Genetic architecture and evolution of the lipoprotein(a) trait

Abstract

Apolipoprotein(a) is coded by one of the most polymorphic genes known in humans. In white and Asian populations variation in this gene is the major determinant of the plasma concentrations of the atherogenic lipoprotein(a) which varies enormously between individuals and considerably across populations. Recent studies have shown that the genetic architecture of the quantitative Lp(a) trait differs among major human groups. In Africans there is evidence for a transacting factor.
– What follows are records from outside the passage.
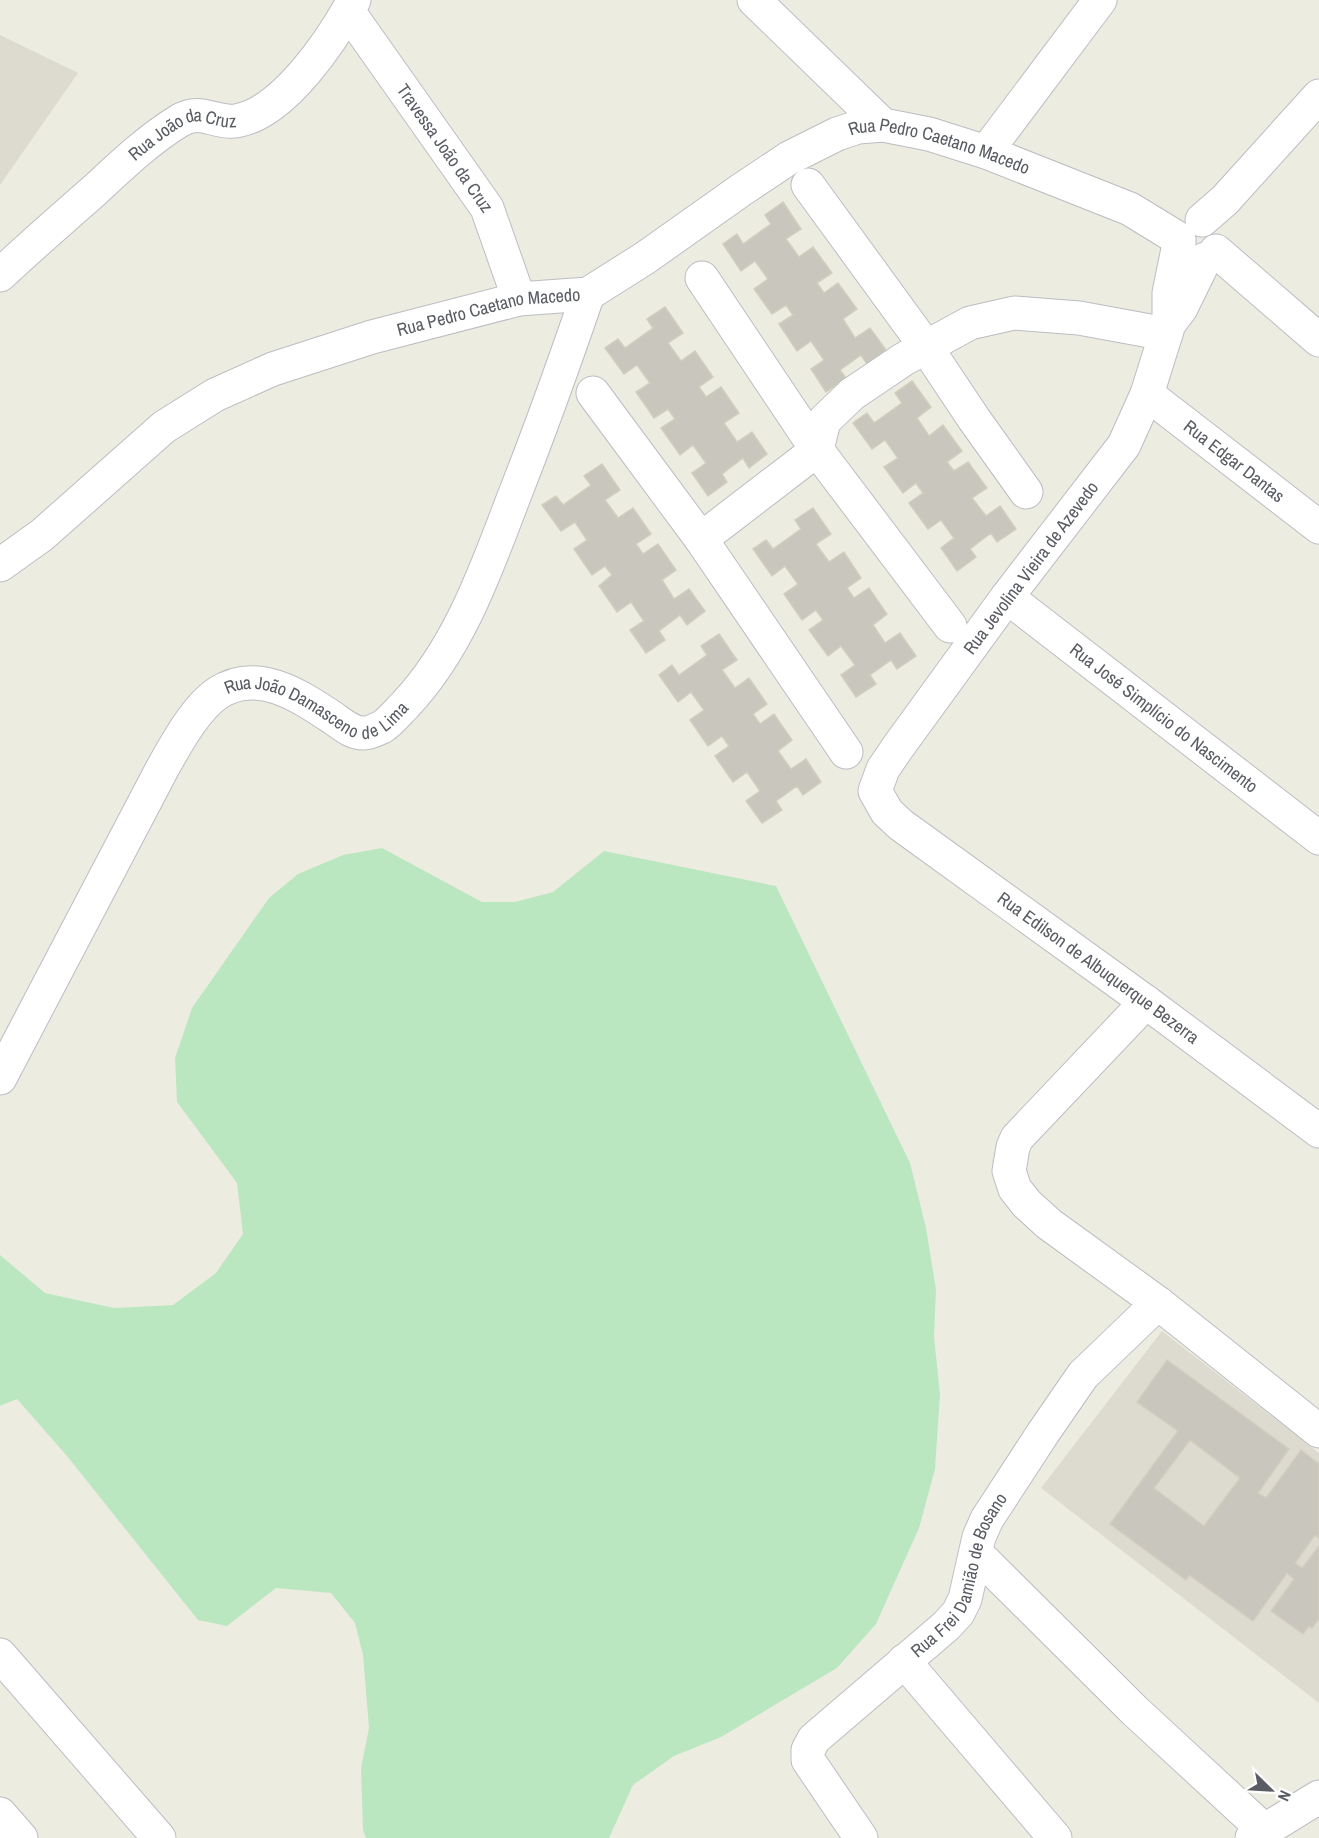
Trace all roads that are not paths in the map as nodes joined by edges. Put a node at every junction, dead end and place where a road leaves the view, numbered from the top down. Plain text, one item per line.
1 (754, 0) edge
2 (1100, 0) edge
3 (351, 5) edge
4 (1319, 96) edge
5 (883, 125) junction
6 (986, 152) junction
7 (808, 185) dead end
8 (1202, 232) junction
9 (0, 275) edge
10 (702, 278) dead end
11 (588, 294) junction
12 (519, 299) junction
13 (1313, 324) edge
14 (1167, 329) junction
15 (926, 347) junction
16 (593, 393) dead end
17 (1147, 394) junction
18 (817, 450) junction
19 (1026, 492) dead end
20 (1319, 527) edge
21 (701, 539) junction
22 (0, 565) edge
23 (1008, 597) junction
24 (950, 626) dead end
25 (846, 752) dead end
26 (880, 801) joint
27 (1319, 838) edge
28 (1146, 1002) junction
29 (0, 1078) edge
30 (1319, 1131) edge
31 (1158, 1303) junction
32 (1319, 1431) edge
33 (976, 1554) junction
34 (0, 1655) edge
35 (904, 1661) junction
36 (1319, 1797) edge
37 (0, 1814) edge
38 (1258, 1834) edge
39 (21, 1838) edge
40 (159, 1838) edge
41 (861, 1838) edge
42 (1055, 1838) edge

1 - 5 street
2 - 6 street
3 - 9 street, Rua João da Cruz
3 - 12 street, Travessa João da Cruz
4 - 8 street, Rua Jevolina Vieira de Azevedo
5 - 6 street, Rua Pedro Caetano Macedo
5 - 11 street, Rua Pedro Caetano Macedo
6 - 8 street, Rua Pedro Caetano Macedo
7 - 15 street
8 - 13 street
8 - 14 street, Rua Jevolina Vieira de Azevedo
10 - 18 street
11 - 12 street, Rua Pedro Caetano Macedo
11 - 29 street, Rua João Damasceno de Lima
12 - 22 street, Rua Pedro Caetano Macedo
14 - 15 street
14 - 17 street, Rua Jevolina Vieira de Azevedo
15 - 18 street
15 - 19 street
16 - 21 street
17 - 20 street, Rua Edgar Dantas
17 - 23 street, Rua Jevolina Vieira de Azevedo
18 - 21 street
18 - 24 street
21 - 25 street
23 - 26 street, Rua Jevolina Vieira de Azevedo
23 - 27 street, Rua José Simplício do Nascimento
26 - 28 street, Rua Edilson de Albuquerque Bezerra
28 - 30 street, Rua Edilson de Albuquerque Bezerra
28 - 31 street
31 - 32 street
31 - 33 street, Rua Frei Damião de Bosano
33 - 35 street, Rua Frei Damião de Bosano
33 - 38 street
34 - 40 street
35 - 41 street, Rua Frei Damião de Bosano
35 - 42 street
36 - 38 street
37 - 39 street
Three types of variation have been identified in the apo(a) gene: a size polymorphism in the coding region (K IV type 2 repeats), a pentanucleotide repeat polymorphism in the promoter (5'PNRP) and sequence variation in coding and non-coding regions of the gene including a C/T polymorphism at +93 which creates an additional ATG start codon but also affects transcription. The causal +93 C/T effect is masked by linkage disequilibrium in white populations. Analysis of apo(a) K IV 6-10 exons revealed the existence of population-specific spectra of polymorphism in this domain. However further sequence variation which may provide clues for the understanding of the regulation of apo(a) concentrations still needs to be identified. DNA sequencing and phylogenetic analysis have demonstrated that two types of apo(a) exist, in phylogenetically distant mammalian lineages a K IV derived primate form and a K III-derived hedgehog form which are products of convergent evolution.